In a recent article “The Age of the Marketing Guru” I talked about how we have seen a dramatic increase over the last 15-20 years of marketing gurus, basically guys telling us that some new thing is going to change everything in marketing.

Some of these new “marketing miracles” have included branding, inbound marketing, permission marketing, content marketing, blogging, and the idea that mass marketing is dead and we can only communicate one on one with prospects on social media. And the gurus have told us that if we didn’t get on board with these new miracles, we were going to be dead in the water with our marketing efforts and our companies.

A book called “Marketers are from Mars, Consumers are from New Jersey,” by Bob Hoffman, brought home the point to me, which I had already suspected, that most of these marketing gurus were wrong and that marketing has not really changed significantly in the 34 years I have been involved in it.

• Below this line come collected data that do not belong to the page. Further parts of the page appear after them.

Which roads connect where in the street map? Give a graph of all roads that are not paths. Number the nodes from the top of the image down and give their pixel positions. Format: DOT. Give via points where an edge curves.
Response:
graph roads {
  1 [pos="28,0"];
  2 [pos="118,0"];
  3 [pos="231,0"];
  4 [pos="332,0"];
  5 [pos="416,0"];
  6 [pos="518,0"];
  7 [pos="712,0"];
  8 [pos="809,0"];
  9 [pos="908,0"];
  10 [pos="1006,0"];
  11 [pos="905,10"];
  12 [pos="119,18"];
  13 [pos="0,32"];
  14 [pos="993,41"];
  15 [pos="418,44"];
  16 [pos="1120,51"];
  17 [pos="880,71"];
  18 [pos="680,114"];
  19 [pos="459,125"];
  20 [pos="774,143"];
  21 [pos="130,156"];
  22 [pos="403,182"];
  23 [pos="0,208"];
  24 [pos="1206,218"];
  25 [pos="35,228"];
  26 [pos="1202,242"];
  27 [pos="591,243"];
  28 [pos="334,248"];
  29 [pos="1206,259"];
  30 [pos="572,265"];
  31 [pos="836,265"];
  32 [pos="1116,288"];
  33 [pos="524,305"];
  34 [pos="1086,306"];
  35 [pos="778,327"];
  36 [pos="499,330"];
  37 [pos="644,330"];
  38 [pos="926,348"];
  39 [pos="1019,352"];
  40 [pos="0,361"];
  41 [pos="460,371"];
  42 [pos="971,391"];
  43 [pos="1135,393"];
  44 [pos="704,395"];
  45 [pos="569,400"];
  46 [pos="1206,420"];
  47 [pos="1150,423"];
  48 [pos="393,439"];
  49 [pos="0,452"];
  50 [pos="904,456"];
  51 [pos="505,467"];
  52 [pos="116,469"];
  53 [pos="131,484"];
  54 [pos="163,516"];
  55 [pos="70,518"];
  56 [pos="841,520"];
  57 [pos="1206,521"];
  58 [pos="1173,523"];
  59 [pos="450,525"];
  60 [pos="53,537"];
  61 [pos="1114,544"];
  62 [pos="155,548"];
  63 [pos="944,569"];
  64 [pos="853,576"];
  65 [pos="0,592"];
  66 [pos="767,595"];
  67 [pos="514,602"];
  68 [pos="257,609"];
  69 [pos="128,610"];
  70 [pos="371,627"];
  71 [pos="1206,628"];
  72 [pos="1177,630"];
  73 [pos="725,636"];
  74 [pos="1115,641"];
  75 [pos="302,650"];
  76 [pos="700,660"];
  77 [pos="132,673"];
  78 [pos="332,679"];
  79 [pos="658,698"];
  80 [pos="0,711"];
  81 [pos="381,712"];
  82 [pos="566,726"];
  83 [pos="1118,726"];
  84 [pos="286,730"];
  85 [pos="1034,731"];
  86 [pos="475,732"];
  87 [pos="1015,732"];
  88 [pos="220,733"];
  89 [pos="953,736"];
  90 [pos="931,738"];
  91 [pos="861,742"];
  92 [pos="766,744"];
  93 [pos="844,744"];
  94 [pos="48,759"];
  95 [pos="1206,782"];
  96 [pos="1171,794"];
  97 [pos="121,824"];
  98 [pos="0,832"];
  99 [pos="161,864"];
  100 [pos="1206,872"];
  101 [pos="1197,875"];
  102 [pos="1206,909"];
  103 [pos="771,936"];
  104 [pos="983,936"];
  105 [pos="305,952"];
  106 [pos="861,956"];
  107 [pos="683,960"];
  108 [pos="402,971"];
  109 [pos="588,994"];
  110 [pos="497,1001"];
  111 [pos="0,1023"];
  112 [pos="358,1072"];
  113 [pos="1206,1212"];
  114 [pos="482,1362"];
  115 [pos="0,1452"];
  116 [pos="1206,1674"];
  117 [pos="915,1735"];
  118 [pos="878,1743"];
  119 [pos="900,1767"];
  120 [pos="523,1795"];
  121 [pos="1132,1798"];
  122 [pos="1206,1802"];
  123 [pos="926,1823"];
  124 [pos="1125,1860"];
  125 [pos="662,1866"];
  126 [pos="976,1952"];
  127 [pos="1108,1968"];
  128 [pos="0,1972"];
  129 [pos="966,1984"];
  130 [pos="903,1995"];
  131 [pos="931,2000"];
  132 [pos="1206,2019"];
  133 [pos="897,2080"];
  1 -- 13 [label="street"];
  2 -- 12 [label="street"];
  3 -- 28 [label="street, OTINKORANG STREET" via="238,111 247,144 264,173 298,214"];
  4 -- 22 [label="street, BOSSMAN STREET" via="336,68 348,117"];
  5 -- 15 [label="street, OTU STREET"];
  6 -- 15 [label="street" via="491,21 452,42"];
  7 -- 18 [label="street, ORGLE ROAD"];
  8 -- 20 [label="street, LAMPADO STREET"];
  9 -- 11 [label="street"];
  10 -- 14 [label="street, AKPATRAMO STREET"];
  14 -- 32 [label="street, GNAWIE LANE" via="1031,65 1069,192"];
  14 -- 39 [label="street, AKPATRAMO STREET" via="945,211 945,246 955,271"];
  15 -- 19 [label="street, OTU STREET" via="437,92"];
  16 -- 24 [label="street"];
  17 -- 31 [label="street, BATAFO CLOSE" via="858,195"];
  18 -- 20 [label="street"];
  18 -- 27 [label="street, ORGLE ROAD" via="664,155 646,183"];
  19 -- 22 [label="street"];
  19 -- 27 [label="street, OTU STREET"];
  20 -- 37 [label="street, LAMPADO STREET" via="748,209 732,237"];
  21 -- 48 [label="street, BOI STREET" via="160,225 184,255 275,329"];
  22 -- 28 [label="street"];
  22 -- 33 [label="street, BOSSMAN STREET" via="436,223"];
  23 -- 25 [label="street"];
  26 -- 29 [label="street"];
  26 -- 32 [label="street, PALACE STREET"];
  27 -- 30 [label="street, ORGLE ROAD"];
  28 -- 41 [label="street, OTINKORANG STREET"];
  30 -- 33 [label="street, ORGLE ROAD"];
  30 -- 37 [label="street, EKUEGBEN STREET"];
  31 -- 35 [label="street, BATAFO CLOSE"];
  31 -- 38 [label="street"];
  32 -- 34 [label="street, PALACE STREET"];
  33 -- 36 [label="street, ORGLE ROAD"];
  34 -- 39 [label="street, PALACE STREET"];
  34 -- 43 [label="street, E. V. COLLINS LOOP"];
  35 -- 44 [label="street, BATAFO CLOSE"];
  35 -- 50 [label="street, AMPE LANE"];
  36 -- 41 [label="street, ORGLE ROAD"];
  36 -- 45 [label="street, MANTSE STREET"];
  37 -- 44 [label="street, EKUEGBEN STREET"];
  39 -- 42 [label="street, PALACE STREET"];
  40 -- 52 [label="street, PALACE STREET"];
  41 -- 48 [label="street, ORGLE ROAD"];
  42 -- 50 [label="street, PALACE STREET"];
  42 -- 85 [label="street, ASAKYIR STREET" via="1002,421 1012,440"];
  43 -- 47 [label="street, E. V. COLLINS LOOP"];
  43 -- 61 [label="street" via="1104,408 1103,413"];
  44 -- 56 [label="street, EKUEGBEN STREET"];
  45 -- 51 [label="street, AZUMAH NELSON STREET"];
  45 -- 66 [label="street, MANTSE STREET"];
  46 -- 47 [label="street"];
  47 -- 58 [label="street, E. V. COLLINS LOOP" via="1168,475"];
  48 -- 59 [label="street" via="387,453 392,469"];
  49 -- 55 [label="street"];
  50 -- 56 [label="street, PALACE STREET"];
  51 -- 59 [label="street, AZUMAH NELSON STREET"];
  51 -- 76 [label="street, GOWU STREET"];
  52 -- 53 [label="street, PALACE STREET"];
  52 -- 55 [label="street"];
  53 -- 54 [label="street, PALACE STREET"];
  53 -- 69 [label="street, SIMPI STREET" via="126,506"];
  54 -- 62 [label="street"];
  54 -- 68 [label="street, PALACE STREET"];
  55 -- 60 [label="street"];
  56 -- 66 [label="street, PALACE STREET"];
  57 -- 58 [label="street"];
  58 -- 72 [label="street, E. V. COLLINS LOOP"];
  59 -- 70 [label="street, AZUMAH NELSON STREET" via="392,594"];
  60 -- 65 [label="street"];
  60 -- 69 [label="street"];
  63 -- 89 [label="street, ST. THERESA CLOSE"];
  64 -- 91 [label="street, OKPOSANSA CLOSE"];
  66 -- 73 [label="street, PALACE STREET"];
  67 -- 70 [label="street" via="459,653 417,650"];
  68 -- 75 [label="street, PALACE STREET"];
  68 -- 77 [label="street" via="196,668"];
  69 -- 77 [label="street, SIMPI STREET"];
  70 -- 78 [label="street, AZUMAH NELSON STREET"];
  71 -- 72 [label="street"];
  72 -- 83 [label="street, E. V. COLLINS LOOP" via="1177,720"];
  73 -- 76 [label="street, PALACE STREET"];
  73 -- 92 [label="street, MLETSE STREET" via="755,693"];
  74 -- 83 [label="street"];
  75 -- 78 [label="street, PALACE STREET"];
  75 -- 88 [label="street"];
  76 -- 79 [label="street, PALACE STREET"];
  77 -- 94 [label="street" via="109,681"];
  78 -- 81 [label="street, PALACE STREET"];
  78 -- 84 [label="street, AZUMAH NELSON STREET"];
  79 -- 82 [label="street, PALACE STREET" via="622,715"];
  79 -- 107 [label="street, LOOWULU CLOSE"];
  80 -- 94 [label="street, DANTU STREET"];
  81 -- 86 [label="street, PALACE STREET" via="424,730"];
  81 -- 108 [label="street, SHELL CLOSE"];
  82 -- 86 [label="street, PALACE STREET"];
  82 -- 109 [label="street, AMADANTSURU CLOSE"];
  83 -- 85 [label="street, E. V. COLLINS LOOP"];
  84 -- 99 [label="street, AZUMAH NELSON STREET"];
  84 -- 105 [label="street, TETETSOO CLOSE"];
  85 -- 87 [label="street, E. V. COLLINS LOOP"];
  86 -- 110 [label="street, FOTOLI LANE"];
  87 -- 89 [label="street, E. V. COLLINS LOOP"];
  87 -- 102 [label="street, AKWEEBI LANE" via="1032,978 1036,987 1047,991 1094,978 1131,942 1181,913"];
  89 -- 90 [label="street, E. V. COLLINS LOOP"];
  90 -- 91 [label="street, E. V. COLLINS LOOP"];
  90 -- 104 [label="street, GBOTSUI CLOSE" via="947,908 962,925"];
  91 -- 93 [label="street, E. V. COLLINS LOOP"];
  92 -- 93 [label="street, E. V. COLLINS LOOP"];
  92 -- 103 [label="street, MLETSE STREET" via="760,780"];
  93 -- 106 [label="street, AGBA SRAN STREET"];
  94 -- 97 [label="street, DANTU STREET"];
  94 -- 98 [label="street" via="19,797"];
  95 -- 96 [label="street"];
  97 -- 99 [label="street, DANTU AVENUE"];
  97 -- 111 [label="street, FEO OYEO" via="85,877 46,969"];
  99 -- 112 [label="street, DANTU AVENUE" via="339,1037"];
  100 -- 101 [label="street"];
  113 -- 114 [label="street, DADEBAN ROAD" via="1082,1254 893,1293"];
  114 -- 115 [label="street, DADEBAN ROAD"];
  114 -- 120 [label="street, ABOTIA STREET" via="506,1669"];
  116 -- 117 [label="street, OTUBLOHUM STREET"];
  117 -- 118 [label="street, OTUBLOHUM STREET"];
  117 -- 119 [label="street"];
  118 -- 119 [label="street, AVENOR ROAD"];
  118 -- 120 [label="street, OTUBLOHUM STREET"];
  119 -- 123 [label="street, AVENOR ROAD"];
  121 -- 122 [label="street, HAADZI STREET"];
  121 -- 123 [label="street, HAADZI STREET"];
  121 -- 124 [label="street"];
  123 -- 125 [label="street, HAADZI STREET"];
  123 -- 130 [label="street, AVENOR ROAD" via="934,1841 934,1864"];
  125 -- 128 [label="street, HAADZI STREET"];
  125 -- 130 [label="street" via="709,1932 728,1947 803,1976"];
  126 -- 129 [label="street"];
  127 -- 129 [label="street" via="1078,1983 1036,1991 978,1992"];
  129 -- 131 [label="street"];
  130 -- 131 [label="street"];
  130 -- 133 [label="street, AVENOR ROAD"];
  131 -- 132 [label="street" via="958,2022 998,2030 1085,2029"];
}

In my last article I listed some things at the end that I called “The Real Stuff,” which I want to expand on here.

The Real Marketing Tips

  1. Mass marketing is not dead. It’s vital to promote your product or service regularly on as many mass media channels as possible. But not every medium is equal to every other medium. Try new media cautiously. Observe what your successful competitors are doing. Where are they advertising or promoting? Especially if they are promoting via a particular medium on an ongoing basis, you can bet it is working for them. Some of the factors that will impact what type of media will work for your company are: is it local, regional or national, and is it sold to consumers (B2C or business to consumer) or other businesses (B2B or business to business)?
  2. The essence of marketing is figuring out who will buy your product or service (what demographic, profession, etc.), and then finding out what that specific target public needs and wants from your product or service. This usually requires surveys to find that out. Then you put together promotional campaigns offering what the target public wants. Then you get in leads and then you sell them.
  3. Hoffman points out that ad agencies used to be based around a creative guy who would find innovative, funny and creative ways to sell things. Now they tend to be based around numbers guys, who do everything by statistics. I tend to think he is right and that marketers need to concentrate more on finding clever ways to sell things.
  4. The job of a marketer is to get people to actually reach and express an interest in buying the product or service. Sometimes you work to get people to join a mailing list or some other result, other than expressing interest in buying the product or service. But it’s important to determine if that some other result that you are going for, such as getting people to engage on social media for instance, is actually leading to people expressing interest in buying (and actually buying) the product or service. Hoffman says that social media engagement, for example, has failed miserably in terms of leading to actual sales. Not to say you should necessarily drop social media, but look hard at whether it actually works for your type of business, because it won’t for all types.
  5. Just because some new web site or other medium has come out, and even if lots of people are talking about it, doesn’t necessarily mean that it will work in driving leads and sales. I go by this rule. If I see some new medium that I think has promise, I will try it out on a limited basis. If it actually works in driving leads and sales, I will write about it and promote it to my clients. But many writers about online marketing will talk about the latest bleeding edge stuff, with no concern about whether it will actually drive leads and sales. I tend to ignore these types of authors.
  6. An unfortunate aspect of the marketing guru universe is that often you see a guy who has made a lot of hay himself using some marketing method. And at the tail end of that curve, when he sees that the method is starting to fall off in its workability or effectiveness, he will – create a course on how to do it. I have been suckered into this twice, paying good money for a course, that once I tried it, found it didn’t work anymore.
  7. Although offline promo media have gone downhill from what they once were, they are not dead by any means. Direct mail especially is still alive and well, especially if you sell to a specific type of target public, and lists of that public can be acquired.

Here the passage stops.